## Exercise description:
Going down the data below, set down exactly the line with "ctx.set_font_size(size)" and each line after it through the line with "ctx.new_sub_path()"; no other lines.

## Material supplied:
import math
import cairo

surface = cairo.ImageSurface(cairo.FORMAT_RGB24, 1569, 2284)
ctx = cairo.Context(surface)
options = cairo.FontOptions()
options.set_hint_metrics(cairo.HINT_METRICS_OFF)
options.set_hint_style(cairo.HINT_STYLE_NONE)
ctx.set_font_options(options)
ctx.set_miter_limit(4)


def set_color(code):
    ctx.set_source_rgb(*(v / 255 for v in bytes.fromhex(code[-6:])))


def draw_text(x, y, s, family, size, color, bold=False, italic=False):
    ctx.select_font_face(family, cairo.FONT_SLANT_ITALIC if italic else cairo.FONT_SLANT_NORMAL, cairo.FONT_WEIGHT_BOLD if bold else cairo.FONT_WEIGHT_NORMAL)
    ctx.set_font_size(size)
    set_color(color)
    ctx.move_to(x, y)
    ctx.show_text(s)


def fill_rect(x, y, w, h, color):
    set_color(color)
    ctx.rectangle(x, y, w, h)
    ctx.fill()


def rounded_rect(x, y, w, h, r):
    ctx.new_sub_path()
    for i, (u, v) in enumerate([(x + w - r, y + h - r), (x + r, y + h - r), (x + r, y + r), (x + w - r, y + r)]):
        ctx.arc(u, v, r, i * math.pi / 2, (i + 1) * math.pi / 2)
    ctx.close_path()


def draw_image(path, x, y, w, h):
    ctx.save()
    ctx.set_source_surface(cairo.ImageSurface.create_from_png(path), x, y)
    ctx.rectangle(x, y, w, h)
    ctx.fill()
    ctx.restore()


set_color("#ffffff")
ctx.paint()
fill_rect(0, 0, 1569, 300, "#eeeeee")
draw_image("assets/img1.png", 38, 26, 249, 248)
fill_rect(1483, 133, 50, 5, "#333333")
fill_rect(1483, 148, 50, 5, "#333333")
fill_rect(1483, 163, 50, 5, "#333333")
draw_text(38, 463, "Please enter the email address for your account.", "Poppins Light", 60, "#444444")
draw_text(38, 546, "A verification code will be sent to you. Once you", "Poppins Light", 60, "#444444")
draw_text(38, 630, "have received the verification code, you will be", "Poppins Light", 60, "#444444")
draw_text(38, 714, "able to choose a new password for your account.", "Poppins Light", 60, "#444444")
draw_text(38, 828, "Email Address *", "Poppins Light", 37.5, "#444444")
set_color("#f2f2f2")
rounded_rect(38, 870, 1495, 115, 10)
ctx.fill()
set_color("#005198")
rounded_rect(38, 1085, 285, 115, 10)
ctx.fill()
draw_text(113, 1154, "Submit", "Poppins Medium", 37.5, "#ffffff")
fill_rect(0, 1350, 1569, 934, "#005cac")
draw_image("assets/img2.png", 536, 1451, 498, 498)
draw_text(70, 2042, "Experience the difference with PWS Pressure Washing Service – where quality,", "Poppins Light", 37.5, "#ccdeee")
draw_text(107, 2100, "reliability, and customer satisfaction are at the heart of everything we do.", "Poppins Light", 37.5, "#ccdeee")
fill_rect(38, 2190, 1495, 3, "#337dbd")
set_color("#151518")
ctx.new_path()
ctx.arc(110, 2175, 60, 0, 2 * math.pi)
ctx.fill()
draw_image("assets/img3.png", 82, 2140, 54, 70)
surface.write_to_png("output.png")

## Result for this task:
    ctx.set_font_size(size)
    set_color(color)
    ctx.move_to(x, y)
    ctx.show_text(s)


def fill_rect(x, y, w, h, color):
    set_color(color)
    ctx.rectangle(x, y, w, h)
    ctx.fill()


def rounded_rect(x, y, w, h, r):
    ctx.new_sub_path()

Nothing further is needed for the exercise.